Al menos, pensó Christine, estaban todos tan centrados en la amenaza que suponían don Gabriel en actitud de combatir y los dos ballesteros, que a ellas dos no parecían hacerles caso. Se le heló la sangre en las venas cuando se dio cuenta de que el único soldado que permanecía en pie y libre, miró fugazmente hacia donde estaban y Christine juraría que la había visto. Por fortuna, apuntado por una ballesta y siendo consciente, quizá, de que arriesgaba la vida del compañero al que don Gabriel tenía inmovilizado si intentaba impedir la liberación de Adriana, se quedó quieto, protegiendo a don Guzmán.

Christine agradeció que don Gabriel respondiera, dándole más tiempo, lo que quizá fuera su intención:

—¿Traición? ¿Es traición rebelarse contra la injusticia? ¿Es traición querer salvar a un ser querido de una condena desproporcionada e injusta? Vuestra señoría ha llegado demasiado lejos en su odio y traicionaría al Rey, a mi cargo y a mi honor si dejara que esta locura llegara a su término.

Finalmente, Christine, que había decidido pararse, respirar hondo e intentarlo por otro sitio, pudo hacer un par de cortes más certeros, y liberó las manos de su amiga con una facilidad que le pareció sorprendente. De un tirón, la bajó de la pira y agarrándola de un brazo la quiso obligar a que corriera, pero ella se resistió:

—Espera… mi padre… no podemos…

Repuso con susurros muy rápidos:

—Todo esto lo ha urdido él. Si nos quedamos, le estorbaremos. Me ordenó que corriéramos.

Adriana pareció recapacitar y las dos salieron corriendo. Christine supo que don Guzmán había dicho algo, pero no lo oyó.
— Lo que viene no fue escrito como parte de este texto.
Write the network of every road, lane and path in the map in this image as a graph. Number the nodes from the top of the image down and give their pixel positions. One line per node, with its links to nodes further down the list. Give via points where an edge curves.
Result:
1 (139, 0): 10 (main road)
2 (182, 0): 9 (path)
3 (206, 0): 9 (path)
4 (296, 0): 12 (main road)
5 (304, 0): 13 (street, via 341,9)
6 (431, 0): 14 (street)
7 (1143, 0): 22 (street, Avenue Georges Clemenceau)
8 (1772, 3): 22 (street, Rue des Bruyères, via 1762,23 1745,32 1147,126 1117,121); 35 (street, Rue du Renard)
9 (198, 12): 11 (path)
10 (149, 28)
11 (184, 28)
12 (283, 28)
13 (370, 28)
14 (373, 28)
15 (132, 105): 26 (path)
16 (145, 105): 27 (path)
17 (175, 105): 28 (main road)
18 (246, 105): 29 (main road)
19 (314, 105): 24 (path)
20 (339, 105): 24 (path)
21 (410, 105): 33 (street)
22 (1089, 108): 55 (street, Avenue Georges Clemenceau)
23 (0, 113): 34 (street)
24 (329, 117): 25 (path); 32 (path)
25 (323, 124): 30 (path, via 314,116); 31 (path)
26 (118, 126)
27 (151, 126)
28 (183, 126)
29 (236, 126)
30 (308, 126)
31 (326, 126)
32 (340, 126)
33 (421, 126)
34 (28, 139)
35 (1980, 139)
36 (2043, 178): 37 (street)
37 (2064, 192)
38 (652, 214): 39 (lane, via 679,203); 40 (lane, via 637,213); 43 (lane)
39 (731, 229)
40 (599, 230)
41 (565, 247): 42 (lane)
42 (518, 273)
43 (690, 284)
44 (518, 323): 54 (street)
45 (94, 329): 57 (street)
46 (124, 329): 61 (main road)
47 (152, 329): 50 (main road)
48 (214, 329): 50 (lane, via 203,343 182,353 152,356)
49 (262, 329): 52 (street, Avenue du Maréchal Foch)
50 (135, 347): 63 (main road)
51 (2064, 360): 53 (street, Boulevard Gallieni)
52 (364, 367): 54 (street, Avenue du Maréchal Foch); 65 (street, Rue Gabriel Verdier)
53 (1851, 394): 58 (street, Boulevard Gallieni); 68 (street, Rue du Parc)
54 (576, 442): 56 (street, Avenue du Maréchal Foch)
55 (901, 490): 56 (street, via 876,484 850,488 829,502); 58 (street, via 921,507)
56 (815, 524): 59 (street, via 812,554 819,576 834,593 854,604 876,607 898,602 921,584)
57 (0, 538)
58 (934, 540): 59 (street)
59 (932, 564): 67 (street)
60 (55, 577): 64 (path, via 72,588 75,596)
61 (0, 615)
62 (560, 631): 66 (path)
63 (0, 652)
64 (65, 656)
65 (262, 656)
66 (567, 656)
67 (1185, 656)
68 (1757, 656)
Sin embargo, sí que fue consciente de que don Gabriel decía.

—No, don Guzmán, esto no tiene que ver con sus obligaciones, sino que es mero odio hacia mí y hacia mi hija. Zanjemos esto como gente de honor. ¡Le desafío a batirnos en duelo!

Habían parado un instante para recoger el fardo donde llevaban sus cosas, así que su amiga volvió a negarse a continuar y mascullando algo con angustia quiso deshacer el camino, pero Christine no la dejó, por muy bien que comprendiera la actitud de Adriana. Si se quedaban, si no aprovechaban todo el tiempo que don Gabriel estaba ganando para ellas, todo aquel sacrificio sería en vano.
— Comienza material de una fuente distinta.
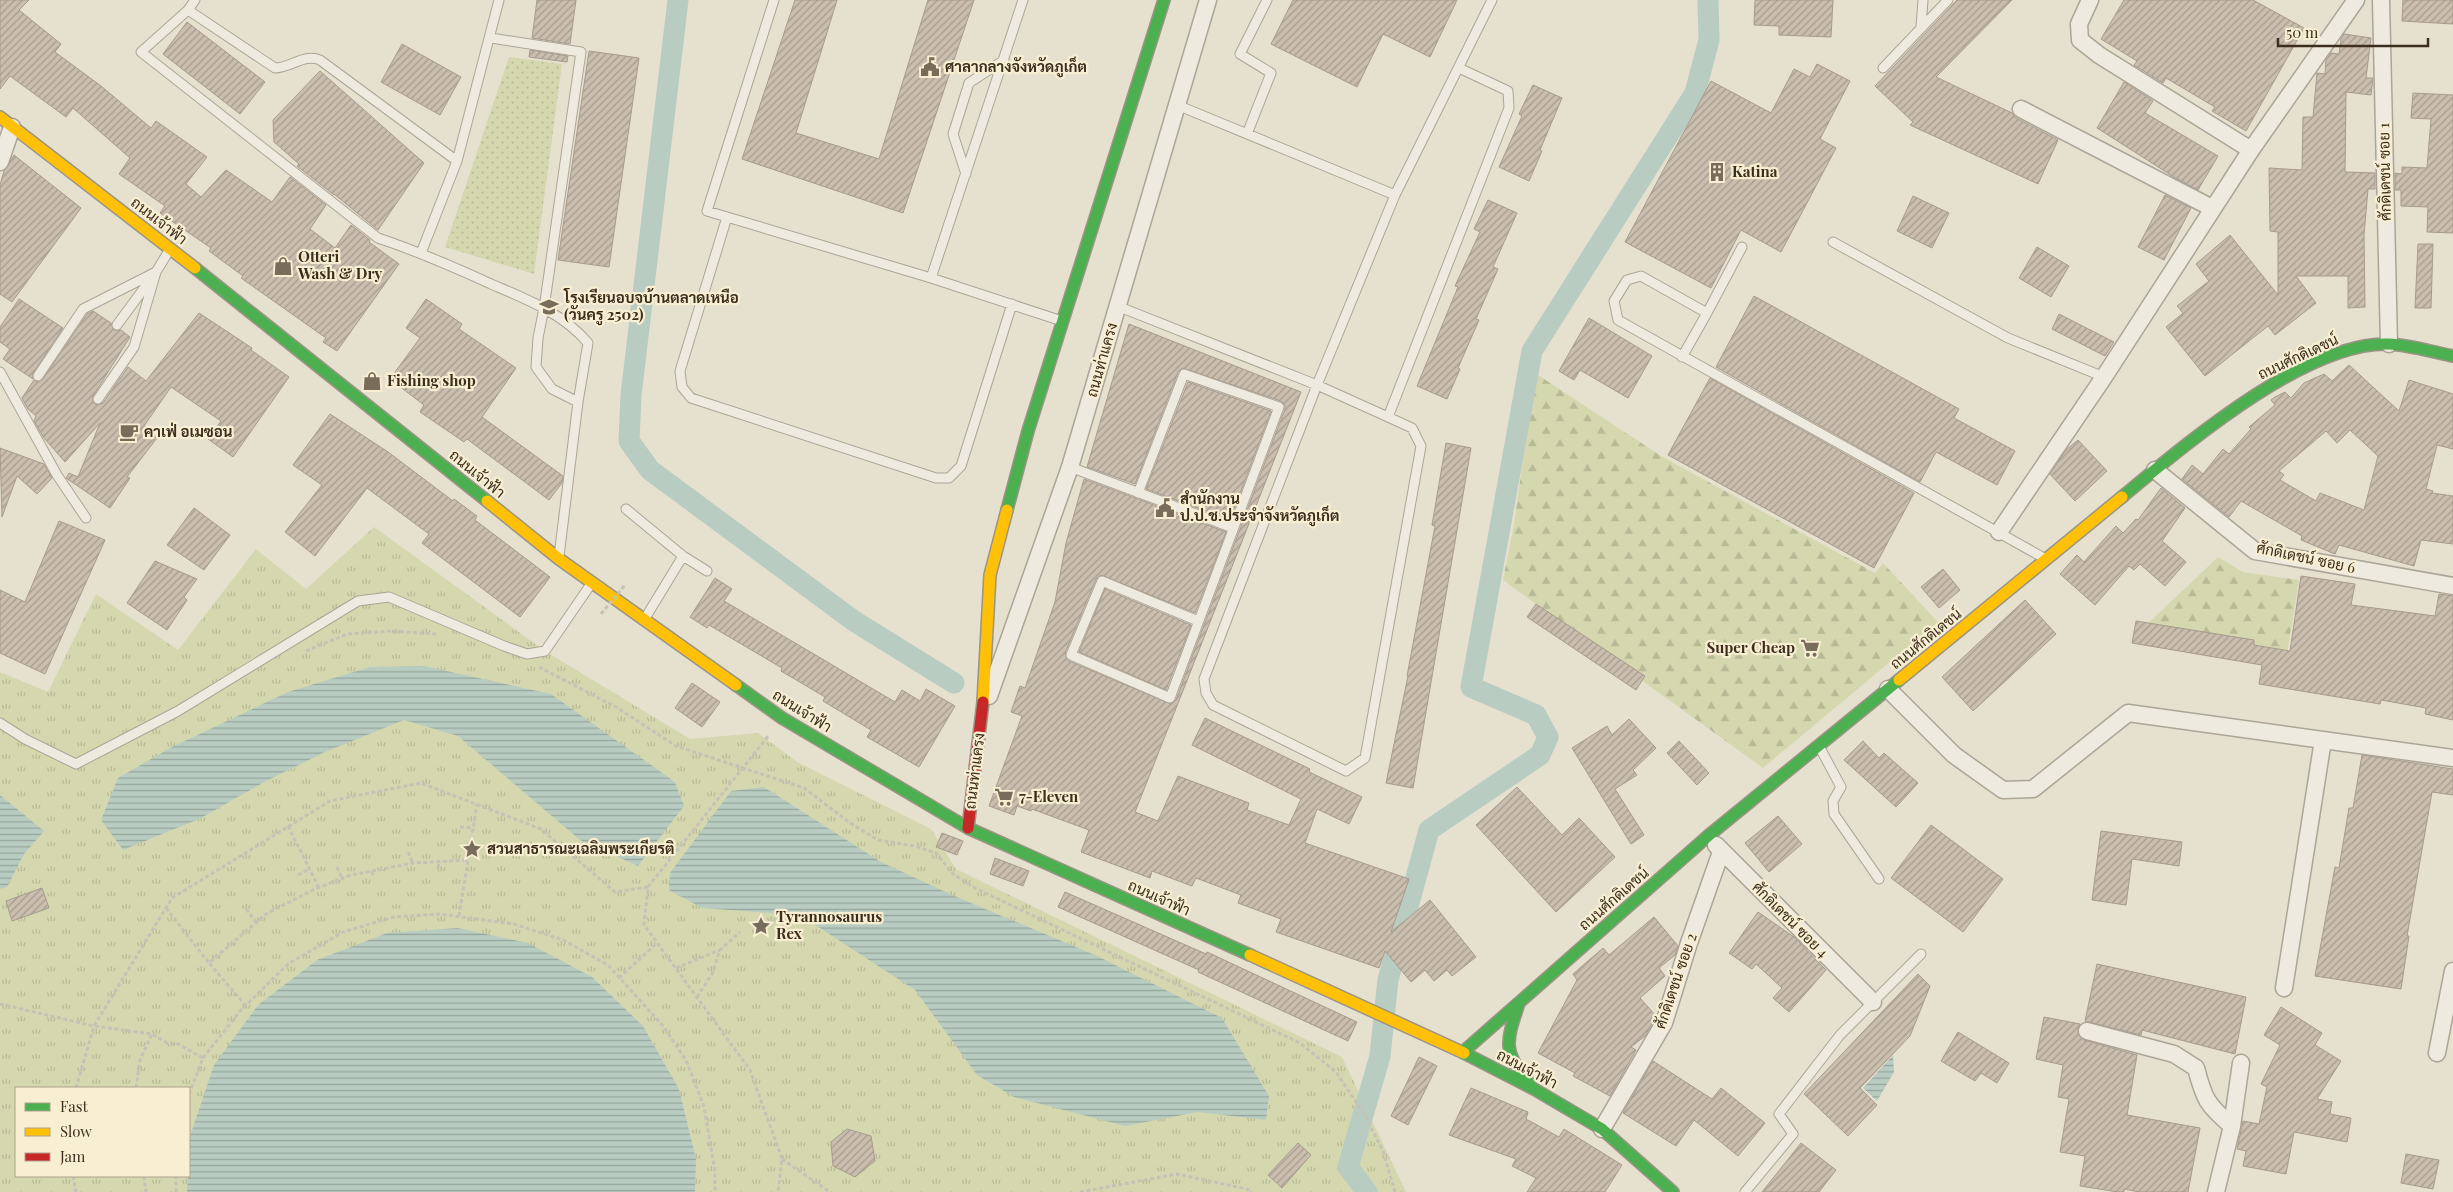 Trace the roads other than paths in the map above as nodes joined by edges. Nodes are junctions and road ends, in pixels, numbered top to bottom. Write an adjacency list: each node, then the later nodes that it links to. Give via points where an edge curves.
1 (196, 0): 14 (lane)
2 (499, 0): 16 (lane)
3 (774, 0): 30 (lane, via 707,211)
4 (1023, 0): 17 (lane)
5 (1208, 0): 20 (street, ถนนท่าแครง)
6 (1267, 0): 23 (lane, via 1240,54 1271,73)
7 (1492, 0): 18 (lane)
8 (1923, 0): 15 (lane)
9 (1948, 0): 15 (lane)
10 (2090, 0): 24 (street, via 2079,24 2080,40)
11 (2356, 0): 24 (street)
12 (2381, 0): 43 (street, ศักดิเดชน์ ซอย 1)
13 (1161, 1): 41 (main road, ถนนท่าแครง)
14 (188, 10): 25 (lane, via 275,68 285,68 313,57 320,60); 34 (lane, via 141,52 378,238)
15 (1921, 27): 19 (lane)
16 (491, 38): 25 (lane); 39 (lane, via 580,52)
17 (1004, 59): 27 (lane); 27 (lane, via 969,83 953,134)
18 (1459, 68): 28 (lane); 52 (lane, via 1508,91 1509,108)
19 (1883, 68)
20 (1177, 106): 23 (lane); 38 (street, ถนนท่าแครง)
21 (2021, 109): 29 (street)
22 (6, 122): 26 (street); 33 (main road, ถนนเจ้าฟ้า)
23 (1246, 134): 28 (lane)
24 (2251, 150): 29 (street)
25 (457, 161): 34 (lane)
26 (0, 162)
27 (966, 174): 36 (lane)
28 (1395, 195): 49 (lane)
29 (2212, 208): 48 (street)
30 (727, 217): 36 (lane); 37 (lane, via 680,371 682,388 692,398 936,478 949,478 962,466)
31 (1833, 242): 48 (lane, via 2008,338)
32 (1742, 247): 40 (lane)
33 (170, 248): 35 (lane); 61 (main road, ถนนเจ้าฟ้า)
34 (421, 253): 39 (lane)
35 (156, 272): 42 (lane); 47 (lane, via 83,309); 50 (lane, via 134,347)
36 (931, 278): 37 (lane)
37 (1012, 304): 41 (lane)
38 (1117, 306): 49 (lane); 53 (street, ถนนท่าแครง)
39 (544, 308): 51 (lane, via 536,367 552,389); 51 (lane, via 579,331 588,343)
40 (1707, 312): 45 (lane); 45 (lane, via 1641,276 1628,280 1614,301 1618,320)
41 (1064, 322): 69 (main road, ถนนท่าแครง, via 1028,431 990,575)
42 (117, 324)
43 (2389, 344): 44 (main road, ถนนศักดิเดชน์); 54 (main road, ถนนศักดิเดชน์, via 2332,355 2268,385)
44 (2453, 356)
45 (1682, 357): 59 (lane)
46 (0, 372): 57 (lane, via 57,476)
47 (38, 376)
48 (2104, 377): 59 (street)
49 (1317, 385): 52 (lane); 52 (lane, via 1204,679 1206,693 1213,705 1346,771 1365,758 1421,446 1412,428)
50 (98, 399)
51 (578, 402): 61 (lane)
52 (1388, 417)
53 (1070, 467): 55 (lane); 69 (street, ถนนท่าแครง)
54 (2155, 470): 62 (main road, ถนนศักดิเดชน์); 65 (street, ศักดิเดชน์ ซอย 6, via 2255,550)
55 (1138, 493): 58 (lane); 58 (lane, via 1184,374 1279,407)
56 (626, 509): 60 (lane)
57 (86, 518)
58 (1233, 528): 67 (lane)
59 (1999, 532): 62 (lane)
60 (683, 556): 63 (lane); 66 (lane)
61 (559, 559): 64 (main road, ถนนเจ้าฟ้า)
62 (2047, 559): 68 (main road, ถนนศักดิเดชน์)
63 (707, 571)
64 (591, 583): 66 (main road, ถนนเจ้าฟ้า); 70 (lane, via 544,651 527,654 389,597 358,601 178,711 76,764)
65 (2453, 586)
66 (644, 620): 74 (main road, ถนนเจ้าฟ้า, via 782,718)
67 (1198, 621): 67 (lane, via 1170,698 1071,655 1102,581)
68 (1888, 689): 71 (street, via 1954,754 2003,790 2033,789 2128,713); 72 (main road, ถนนศักดิเดชน์)
69 (982, 715): 74 (main road, ถนนท่าแครง)
70 (0, 723)
71 (2323, 740): 73 (street); 80 (street)
72 (1819, 746): 75 (main road, ถนนศักดิเดชน์); 77 (lane, via 1842,787 1833,801 1834,814)
73 (2453, 758)
74 (968, 828): 84 (main road, ถนนเจ้าฟ้า)
75 (1708, 836): 76 (street, ศักดิเดชน์ ซอย 4); 81 (main road, ถนนศักดิเดชน์)
76 (1721, 852): 82 (street, ศักดิเดชน์ ซอย 4); 89 (street, ศักดิเดชน์ ซอย 2, via 1664,1023)
77 (1879, 880)
78 (1921, 954): 82 (lane)
79 (2453, 971): 85 (street)
80 (2284, 988)
81 (1520, 1002): 84 (main road, ถนนศักดิเดชน์); 87 (main road, via 1510,1030 1509,1050 1512,1062)
82 (1873, 1002): 91 (lane, via 1840,1035 1779,1114 1793,1134)
83 (2087, 1031): 88 (street, via 2174,1054 2196,1068 2210,1108)
84 (1463, 1052): 87 (main road, ถนนเจ้าฟ้า)
85 (2437, 1053)
86 (2241, 1063): 88 (street)
87 (1534, 1089): 89 (main road, ถนนเจ้าฟ้า)
88 (2232, 1126): 92 (street)
89 (1602, 1129): 90 (main road, ถนนเจ้าฟ้า)
90 (1673, 1192)
91 (1745, 1192)
92 (2216, 1192)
A fuerza de tirones y de razonamientos, consiguió que corriera y, pronto, lo hicieron con ganas, ascendiendo hacia el monte. Entre la carrera, la distancia y su propia respiración, ya no pudieron oír la respuesta de don Guzmán, pero Christine habría asegurado que se oían ruidos de lucha, cada vez más lejos.